Top of Material shown

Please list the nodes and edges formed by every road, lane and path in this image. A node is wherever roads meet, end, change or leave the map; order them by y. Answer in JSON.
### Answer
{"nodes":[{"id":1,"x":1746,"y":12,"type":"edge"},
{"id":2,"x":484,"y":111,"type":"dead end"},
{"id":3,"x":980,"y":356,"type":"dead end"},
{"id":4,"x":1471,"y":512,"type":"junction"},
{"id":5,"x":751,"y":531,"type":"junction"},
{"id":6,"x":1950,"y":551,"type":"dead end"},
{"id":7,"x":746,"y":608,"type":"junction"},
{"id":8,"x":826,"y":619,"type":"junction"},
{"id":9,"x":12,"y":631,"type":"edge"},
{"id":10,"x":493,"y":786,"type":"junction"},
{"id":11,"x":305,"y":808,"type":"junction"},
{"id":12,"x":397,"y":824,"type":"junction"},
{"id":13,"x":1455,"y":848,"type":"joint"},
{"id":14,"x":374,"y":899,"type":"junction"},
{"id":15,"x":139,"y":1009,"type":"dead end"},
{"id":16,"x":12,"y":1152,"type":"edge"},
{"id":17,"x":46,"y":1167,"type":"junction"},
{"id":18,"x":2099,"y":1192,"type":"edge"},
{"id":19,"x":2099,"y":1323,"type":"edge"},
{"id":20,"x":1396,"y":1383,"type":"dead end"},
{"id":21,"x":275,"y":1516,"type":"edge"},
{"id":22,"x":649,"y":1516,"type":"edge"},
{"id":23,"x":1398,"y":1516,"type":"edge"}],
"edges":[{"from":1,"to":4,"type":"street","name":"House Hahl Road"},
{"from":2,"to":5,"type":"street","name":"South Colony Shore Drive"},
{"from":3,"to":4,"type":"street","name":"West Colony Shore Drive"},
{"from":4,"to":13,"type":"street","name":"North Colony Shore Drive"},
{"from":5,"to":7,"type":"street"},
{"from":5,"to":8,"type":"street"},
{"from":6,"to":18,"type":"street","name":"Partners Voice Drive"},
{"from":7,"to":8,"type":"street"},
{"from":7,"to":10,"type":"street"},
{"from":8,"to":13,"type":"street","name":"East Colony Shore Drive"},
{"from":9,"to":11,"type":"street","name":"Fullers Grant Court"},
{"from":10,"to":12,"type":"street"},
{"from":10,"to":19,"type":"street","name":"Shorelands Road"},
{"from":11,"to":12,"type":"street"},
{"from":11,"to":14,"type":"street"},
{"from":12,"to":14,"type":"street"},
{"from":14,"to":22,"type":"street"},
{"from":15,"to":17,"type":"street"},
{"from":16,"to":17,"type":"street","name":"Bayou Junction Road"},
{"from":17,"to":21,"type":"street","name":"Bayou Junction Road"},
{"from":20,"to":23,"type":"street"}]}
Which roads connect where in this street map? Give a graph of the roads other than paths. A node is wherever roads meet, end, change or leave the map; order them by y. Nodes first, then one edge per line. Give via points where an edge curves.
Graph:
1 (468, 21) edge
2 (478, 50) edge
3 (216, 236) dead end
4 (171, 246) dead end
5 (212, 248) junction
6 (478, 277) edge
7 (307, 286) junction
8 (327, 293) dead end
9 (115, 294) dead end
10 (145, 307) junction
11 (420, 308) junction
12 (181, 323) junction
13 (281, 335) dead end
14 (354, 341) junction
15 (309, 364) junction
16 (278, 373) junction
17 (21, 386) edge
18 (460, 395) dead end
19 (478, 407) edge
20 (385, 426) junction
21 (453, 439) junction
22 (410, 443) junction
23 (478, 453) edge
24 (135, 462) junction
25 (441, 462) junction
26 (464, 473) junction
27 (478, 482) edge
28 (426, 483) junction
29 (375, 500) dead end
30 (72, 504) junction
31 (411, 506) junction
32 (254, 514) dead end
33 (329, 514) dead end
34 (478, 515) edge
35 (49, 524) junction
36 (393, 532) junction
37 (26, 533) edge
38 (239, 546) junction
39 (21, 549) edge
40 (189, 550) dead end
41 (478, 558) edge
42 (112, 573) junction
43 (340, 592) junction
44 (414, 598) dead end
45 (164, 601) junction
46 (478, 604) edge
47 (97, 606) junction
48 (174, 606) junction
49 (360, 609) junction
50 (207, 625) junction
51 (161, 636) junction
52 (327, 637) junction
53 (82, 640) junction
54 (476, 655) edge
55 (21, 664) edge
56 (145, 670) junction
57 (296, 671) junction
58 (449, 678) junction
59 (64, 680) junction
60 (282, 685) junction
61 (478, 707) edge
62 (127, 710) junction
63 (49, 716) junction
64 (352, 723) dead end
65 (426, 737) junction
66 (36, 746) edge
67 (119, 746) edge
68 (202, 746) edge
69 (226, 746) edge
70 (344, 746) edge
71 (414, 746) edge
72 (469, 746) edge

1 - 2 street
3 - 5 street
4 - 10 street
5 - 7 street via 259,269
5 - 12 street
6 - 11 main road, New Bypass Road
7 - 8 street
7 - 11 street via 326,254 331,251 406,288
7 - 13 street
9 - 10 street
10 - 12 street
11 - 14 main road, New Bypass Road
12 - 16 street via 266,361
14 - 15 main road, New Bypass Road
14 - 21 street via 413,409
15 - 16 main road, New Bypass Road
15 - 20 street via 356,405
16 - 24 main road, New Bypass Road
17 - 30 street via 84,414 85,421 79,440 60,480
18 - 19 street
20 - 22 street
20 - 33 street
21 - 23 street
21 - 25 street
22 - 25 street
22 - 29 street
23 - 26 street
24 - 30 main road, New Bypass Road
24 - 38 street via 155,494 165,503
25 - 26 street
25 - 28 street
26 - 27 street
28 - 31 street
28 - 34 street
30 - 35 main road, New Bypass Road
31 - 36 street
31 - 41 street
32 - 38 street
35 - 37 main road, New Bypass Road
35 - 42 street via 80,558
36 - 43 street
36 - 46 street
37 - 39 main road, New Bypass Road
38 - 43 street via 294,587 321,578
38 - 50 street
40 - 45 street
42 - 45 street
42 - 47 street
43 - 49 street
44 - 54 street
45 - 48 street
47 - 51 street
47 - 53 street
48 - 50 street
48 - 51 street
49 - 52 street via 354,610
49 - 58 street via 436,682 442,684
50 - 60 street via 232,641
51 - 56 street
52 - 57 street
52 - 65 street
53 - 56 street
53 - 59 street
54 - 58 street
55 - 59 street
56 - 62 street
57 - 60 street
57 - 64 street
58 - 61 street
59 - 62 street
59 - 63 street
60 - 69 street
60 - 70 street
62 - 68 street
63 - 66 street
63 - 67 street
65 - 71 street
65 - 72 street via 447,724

Bottom of Material shown

> Task brief: The word to find is "roads". Copy every line of the data that holds it.

> Task result:
Please list the nodes and edges formed by every road, lane and path in this image. A node is wherever roads meet, end, change or leave the map; order them by y. Answer in JSON.
Which roads connect where in this street map? Give a graph of the roads other than paths. A node is wherever roads meet, end, change or leave the map; order them by y. Nodes first, then one edge per line. Give via points where an edge curves.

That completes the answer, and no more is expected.